For decades, Flosse advocated against independence while seeking to enhance French Polynesia's autonomy, but he now said this statute had run its course, likening it to a colonial autonomy.
According to Flosse, the autonomy worked as long as Jacques Chirac was French president, but it had since been eroded and French Polynesia could be on track to be turned into a French department.
While the pro-independence Tavini Huiraatira party of Oscar Temaru has opted to pursue its decolonisation efforts via the United Nations, Flosse wants a phased and bilateral process.
Flosse said in a first step, professional expertise had to be built up as many executives had left Tahiti.
He added that the French constitution's article 88 also needed to be amended to accommodate such an association.
But most importantly, he said, France needed to pay $US1.2 billion a year to provide and fund services, such as security, for the duration of the transition to full sovereignty.
Flosse said for geo-political reasons, France wanted to stay in the Indo-Pacific region, and it did not want to miss out on the wealth, including rare earths, in French Polynesia's marine zone.
He said he was therefore confident France would agree to the request because otherwise, French Polynesia could turn to countries which were interested in such access.
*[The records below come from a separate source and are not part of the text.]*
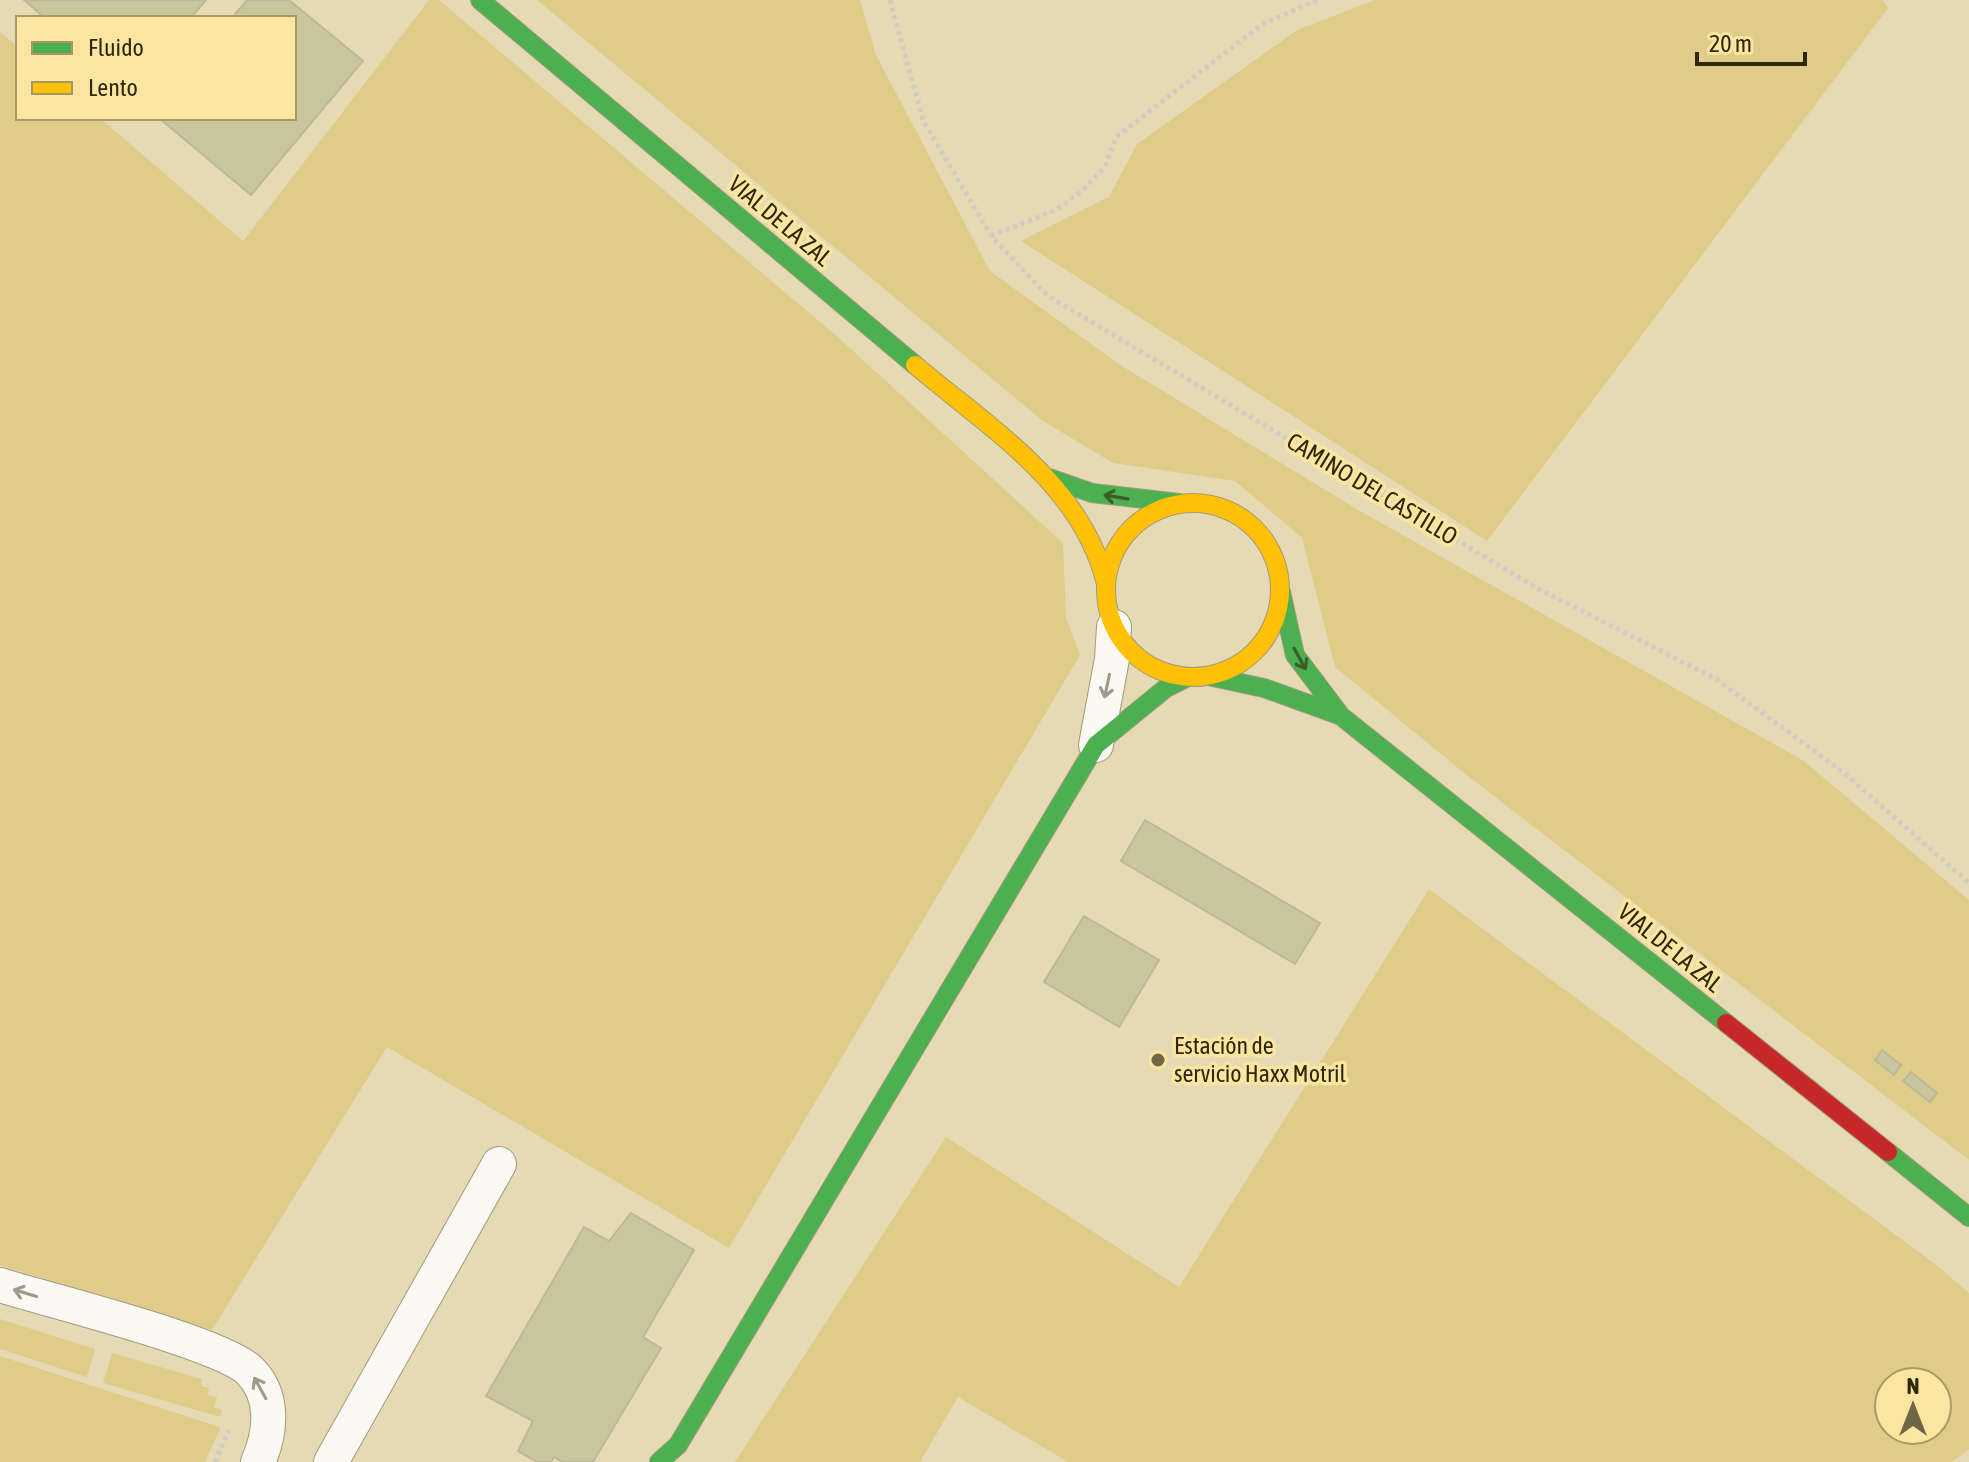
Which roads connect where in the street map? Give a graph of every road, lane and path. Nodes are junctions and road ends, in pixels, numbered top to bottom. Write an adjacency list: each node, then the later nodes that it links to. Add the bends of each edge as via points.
1 (480, 0): 5 (street, VIAL DE LA ZAL)
2 (890, 0): 4 (path, CAMINO DEL CASTILLO, via 923,120)
3 (1318, 0): 4 (path, via 1264,23 1116,137 1105,167 1056,210)
4 (991, 236): 14 (path, CAMINO DEL CASTILLO, via 1048,296 1537,588 1716,679 1843,772)
5 (1049, 478): 6 (street, VIAL DE LA ZAL, one-way to 5, via 1092,493); 7 (street, VIAL DE LA ZAL, via 1085,522 1100,551)
6 (1185, 503): 7 (street, via 1147,517 1131,530 1118,546); 8 (street, via 1216,507 1244,520 1271,552)
7 (1106, 584): 9 (street)
8 (1281, 592): 10 (street, via 1278,612 1260,647 1245,661); 12 (street, VIAL DE LA ZAL, one-way to 12, via 1295,655)
9 (1114, 627): 11 (street, via 1137,657 1169,674); 13 (street, one-way to 13)
10 (1208, 676): 11 (street); 12 (street, VIAL DE LA ZAL, via 1264,688)
11 (1188, 677): 13 (street, via 1166,688)
12 (1341, 716): 16 (street, VIAL DE LA ZAL)
13 (1096, 745): 18 (street)
14 (1969, 883)
15 (499, 1164): 20 (street)
16 (1969, 1217)
17 (0, 1285): 19 (street, one-way to 17, via 269,1437 267,1396 249,1370 207,1348)
18 (670, 1456)
19 (258, 1462)
20 (331, 1462)

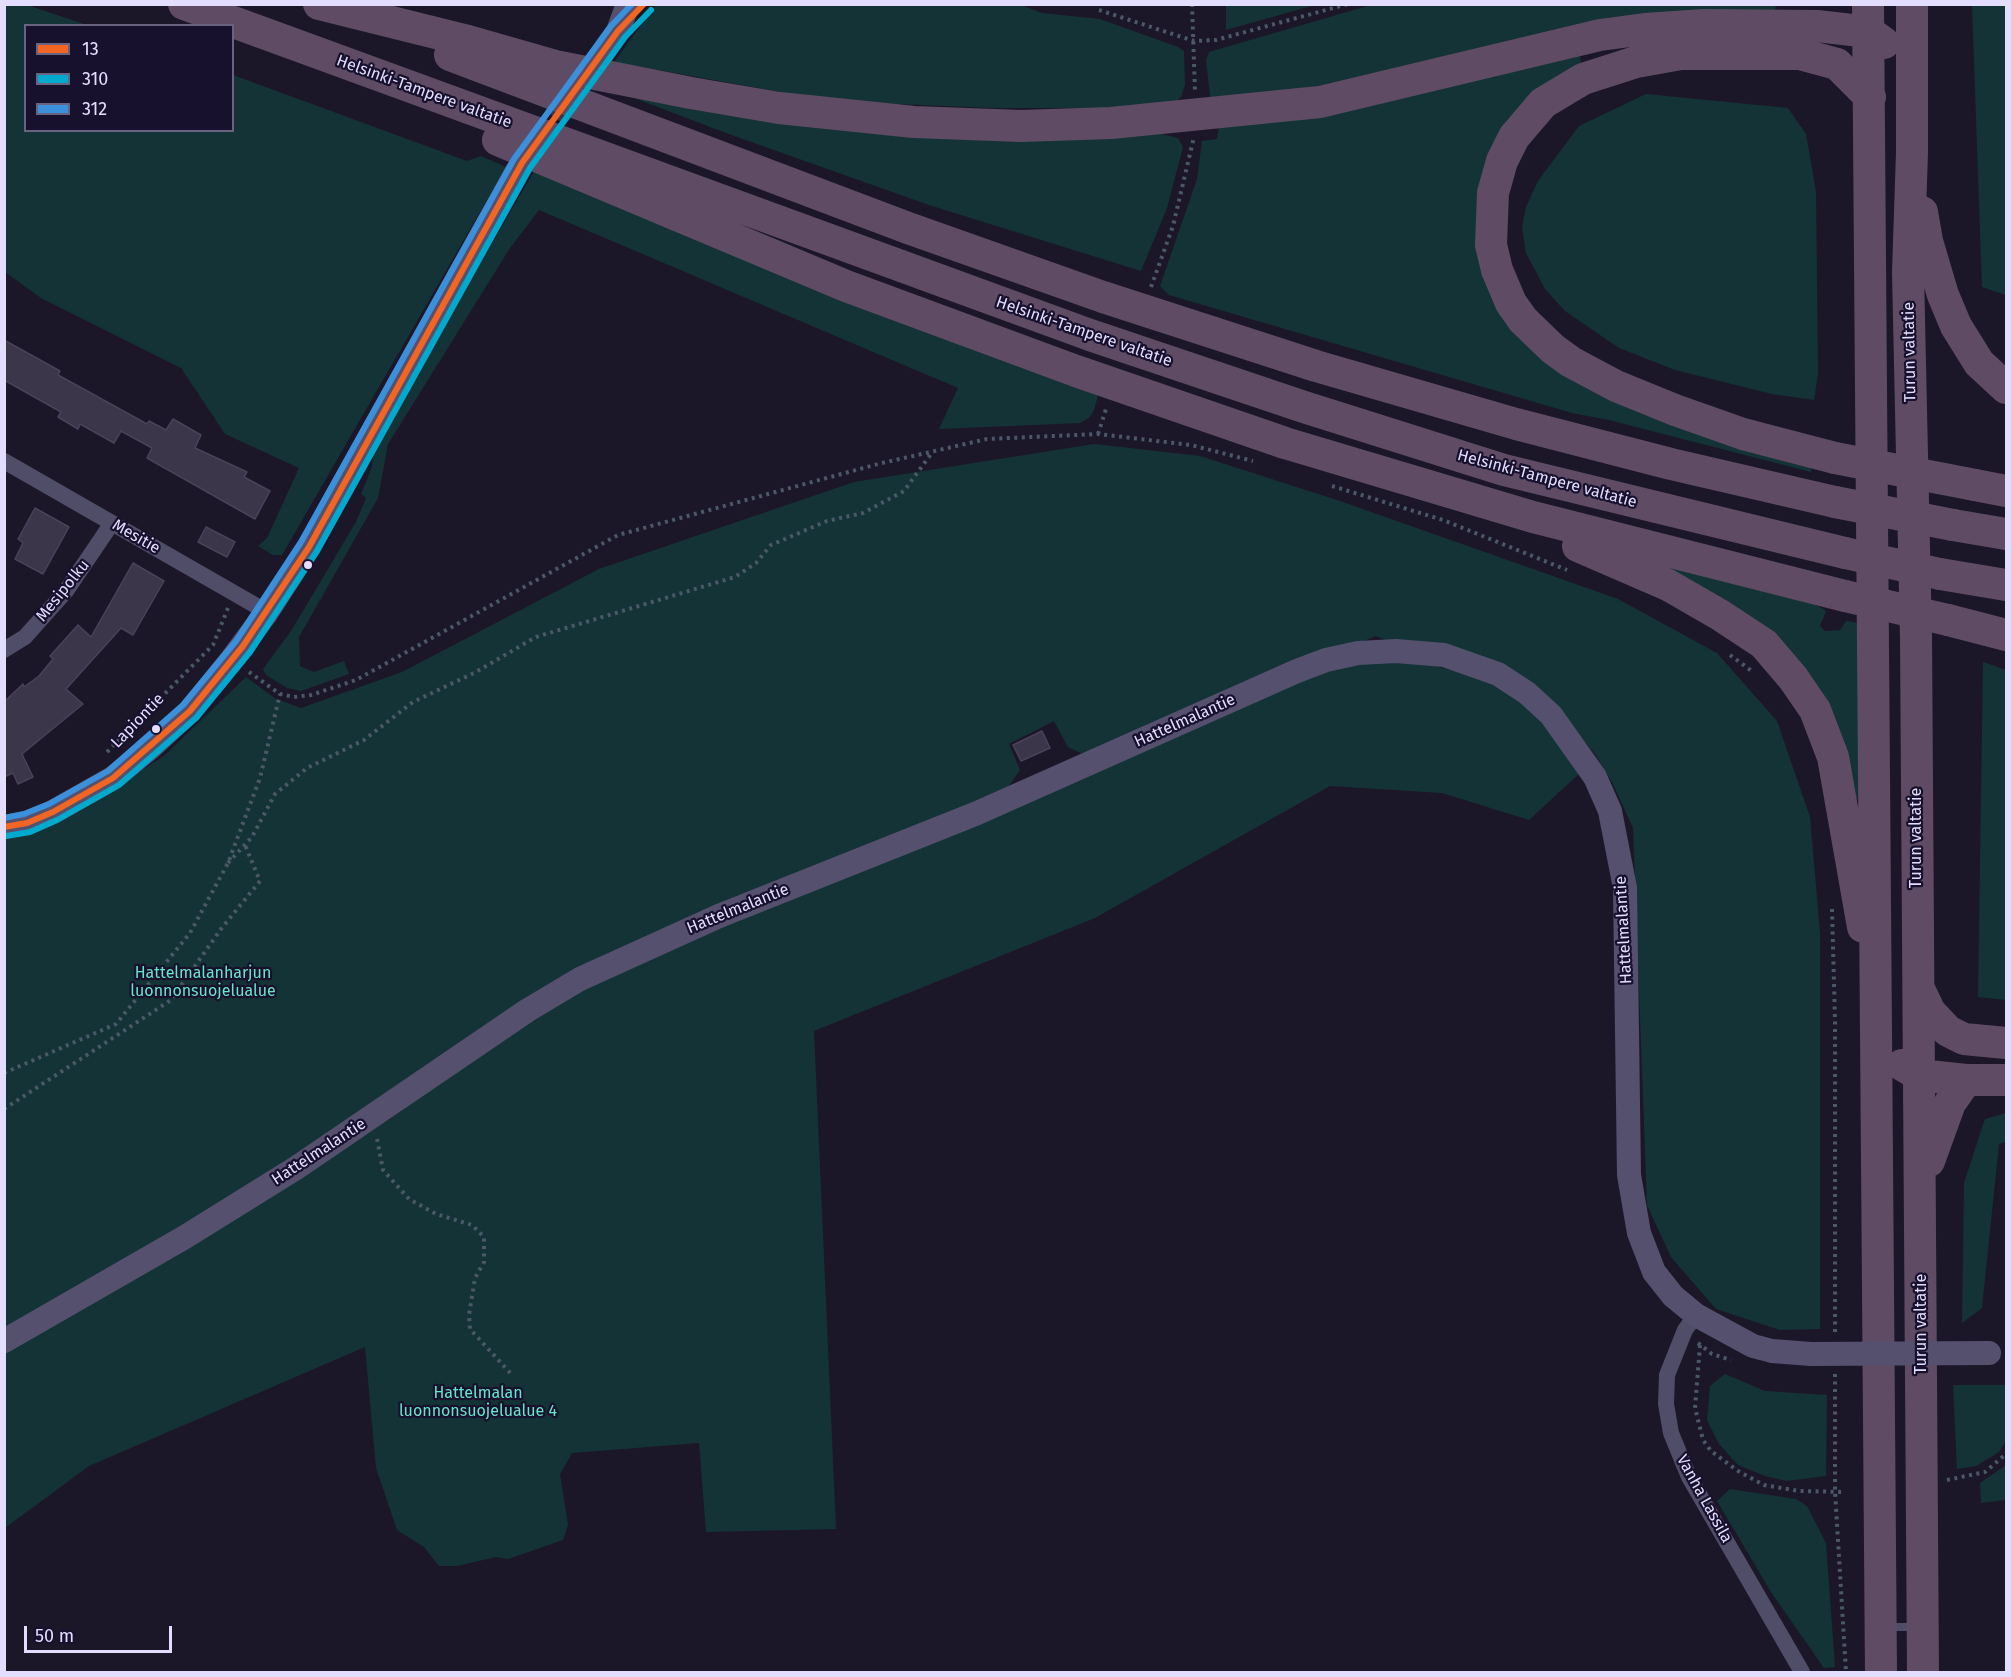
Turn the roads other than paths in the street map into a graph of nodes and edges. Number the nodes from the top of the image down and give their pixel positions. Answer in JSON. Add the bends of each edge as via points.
{"nodes":[{"id":1,"x":184,"y":4,"type":"edge"},
{"id":2,"x":318,"y":4,"type":"edge"},
{"id":3,"x":628,"y":4,"type":"edge"},
{"id":4,"x":645,"y":4,"type":"edge"},
{"id":5,"x":1833,"y":5,"type":"edge"},
{"id":6,"x":1912,"y":12,"type":"edge"},
{"id":7,"x":1868,"y":18,"type":"edge"},
{"id":8,"x":1795,"y":25,"type":"junction"},
{"id":9,"x":618,"y":31,"type":"junction"},
{"id":10,"x":602,"y":54,"type":"dead end"},
{"id":11,"x":369,"y":72,"type":"junction"},
{"id":12,"x":1911,"y":76,"type":"junction"},
{"id":13,"x":1870,"y":97,"type":"junction"},
{"id":14,"x":1912,"y":153,"type":"junction"},
{"id":15,"x":518,"y":171,"type":"dead end"},
{"id":16,"x":2007,"y":388,"type":"edge"},
{"id":17,"x":4,"y":461,"type":"edge"},
{"id":18,"x":2007,"y":491,"type":"edge"},
{"id":19,"x":1533,"y":517,"type":"junction"},
{"id":20,"x":112,"y":523,"type":"junction"},
{"id":21,"x":2007,"y":534,"type":"edge"},
{"id":22,"x":2007,"y":585,"type":"edge"},
{"id":23,"x":267,"y":612,"type":"junction"},
{"id":24,"x":2007,"y":635,"type":"edge"},
{"id":25,"x":4,"y":650,"type":"edge"},
{"id":26,"x":4,"y":827,"type":"edge"},
{"id":27,"x":1878,"y":982,"type":"junction"},
{"id":28,"x":1918,"y":986,"type":"junction"},
{"id":29,"x":1876,"y":1029,"type":"junction"},
{"id":30,"x":2007,"y":1043,"type":"edge"},
{"id":31,"x":1919,"y":1075,"type":"junction"},
{"id":32,"x":1966,"y":1080,"type":"junction"},
{"id":33,"x":2007,"y":1080,"type":"edge"},
{"id":34,"x":1921,"y":1185,"type":"junction"},
{"id":35,"x":1696,"y":1315,"type":"junction"},
{"id":36,"x":4,"y":1341,"type":"edge"},
{"id":37,"x":1998,"y":1353,"type":"edge"},
{"id":38,"x":1880,"y":1627,"type":"junction"},
{"id":39,"x":1922,"y":1627,"type":"junction"},
{"id":40,"x":1802,"y":1672,"type":"edge"},
{"id":41,"x":1881,"y":1672,"type":"edge"},
{"id":42,"x":1923,"y":1672,"type":"edge"}],
"edges":[{"from":1,"to":11,"type":"highway","name":"Helsinki-Tampere valtatie"},
{"from":2,"to":8,"type":"highway","via":[[555,66],[702,95],[779,108],[914,122],[1021,126],[1111,123],[1320,102],[1600,35],[1645,29]]},
{"from":2,"to":21,"type":"highway","bridge":true,"via":[[897,224],[1103,297],[1316,366],[1671,464],[1835,502]]},
{"from":3,"to":9,"type":"street"},
{"from":4,"to":9,"type":"street"},
{"from":5,"to":8,"type":"highway"},
{"from":6,"to":12,"type":"highway","name":"Turun valtatie"},
{"from":7,"to":8,"type":"highway"},
{"from":7,"to":12,"type":"highway"},
{"from":7,"to":13,"type":"highway"},
{"from":9,"to":10,"type":"street"},
{"from":11,"to":19,"type":"highway","via":[[396,97],[846,286],[1285,443]]},
{"from":11,"to":22,"type":"highway","name":"Helsinki-Tampere valtatie","bridge":true,"via":[[1090,335],[1504,470],[1845,553]]},
{"from":12,"to":14,"type":"highway","name":"Turun valtatie"},
{"from":13,"to":18,"type":"highway","bridge":true,"via":[[1837,64],[1800,54],[1681,54],[1636,62],[1582,79],[1543,103],[1514,137],[1502,161],[1493,193],[1491,245],[1497,270],[1517,312],[1553,349],[1616,386],[1743,434],[1835,458]]},
{"from":13,"to":27,"type":"highway"},
{"from":14,"to":16,"type":"highway","via":[[1927,241],[1943,295],[1956,326],[1979,363]]},
{"from":14,"to":28,"type":"highway","name":"Turun valtatie","via":[[1908,272],[1916,627]]},
{"from":15,"to":23,"type":"street","name":"Lapiontie","via":[[309,547]]},
{"from":17,"to":20,"type":"street","name":"Mesitie"},
{"from":19,"to":24,"type":"highway","bridge":true},
{"from":19,"to":27,"type":"highway","via":[[1559,539],[1668,585],[1720,615],[1764,645],[1793,678],[1815,710],[1833,757],[1857,901]]},
{"from":20,"to":23,"type":"street","name":"Mesitie"},
{"from":20,"to":25,"type":"street","name":"Mesipolku","via":[[66,591],[25,637]]},
{"from":23,"to":26,"type":"street","name":"Lapiontie","via":[[190,711],[150,748],[113,778],[53,812]]},
{"from":27,"to":29,"type":"highway"},
{"from":28,"to":30,"type":"highway","via":[[1930,1012],[1948,1031],[1964,1039]]},
{"from":28,"to":31,"type":"highway","name":"Turun valtatie"},
{"from":29,"to":31,"type":"highway","via":[[1891,1056]]},
{"from":29,"to":38,"type":"highway"},
{"from":31,"to":32,"type":"highway"},
{"from":31,"to":34,"type":"highway","name":"Turun valtatie"},
{"from":32,"to":33,"type":"highway"},
{"from":32,"to":34,"type":"highway","via":[[1938,1130]]},
{"from":34,"to":39,"type":"highway","name":"Turun valtatie"},
{"from":35,"to":36,"type":"street","name":"Hattelmalantie","via":[[1673,1296],[1654,1272],[1639,1233],[1631,1187],[1625,888],[1610,811],[1595,777],[1551,715],[1498,674],[1444,655],[1377,652],[1326,660],[975,814],[654,944],[580,979],[185,1237]]},
{"from":35,"to":37,"type":"street","name":"Hattelmalantie","bridge":true,"via":[[1753,1347],[1772,1351]]},
{"from":35,"to":40,"type":"street","name":"Vanha Lassila","via":[[1681,1338],[1667,1375],[1671,1433],[1689,1477]]},
{"from":38,"to":39,"type":"lane"},
{"from":38,"to":41,"type":"highway"},
{"from":39,"to":42,"type":"highway","name":"Turun valtatie"}]}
Flosse said Temaru's ambitions pointed in the same direction but that the latter had ruled out making French Polynesia a state associated with France.
When the United Nations reinscribed French Polynesia on its decolonisation list in 2013, Flosse objected to the move and asked France to facilitate a referendum on independence to gauge the public's view.
Flosse, who was president at the time, also moved resolution in the assembly to inform the Pacific Islands Forum that a majority was against the territory's reinscription on the UN list.
He warned that his party would call for a boycott should a self-determination referendum be organised under the auspices of the UN.
In 2020, when Flosse had long lost all offices over corruption convictions, he proposed a statute of free association, but Temaru immediately dismissed the announcement.
He described Flosse's call for sovereignty his latest bait to mislead the public and accused him of wanting to be the new caliph.
Election hopes
Presenting the candidates for this year's French National Assembly election, Flosse nominated himself in the first of the three constituencies.
However, for the time being he remains unable to stand because of a 2020 court conviction in Tahiti affecting him and also involving the current president Edouard Fritch.
Last week, the administrative control commission in Papeete struck him off the electoral roll - only days after he reregistered, citing the 2020 court ruling, which made him ineligible for public office for five years.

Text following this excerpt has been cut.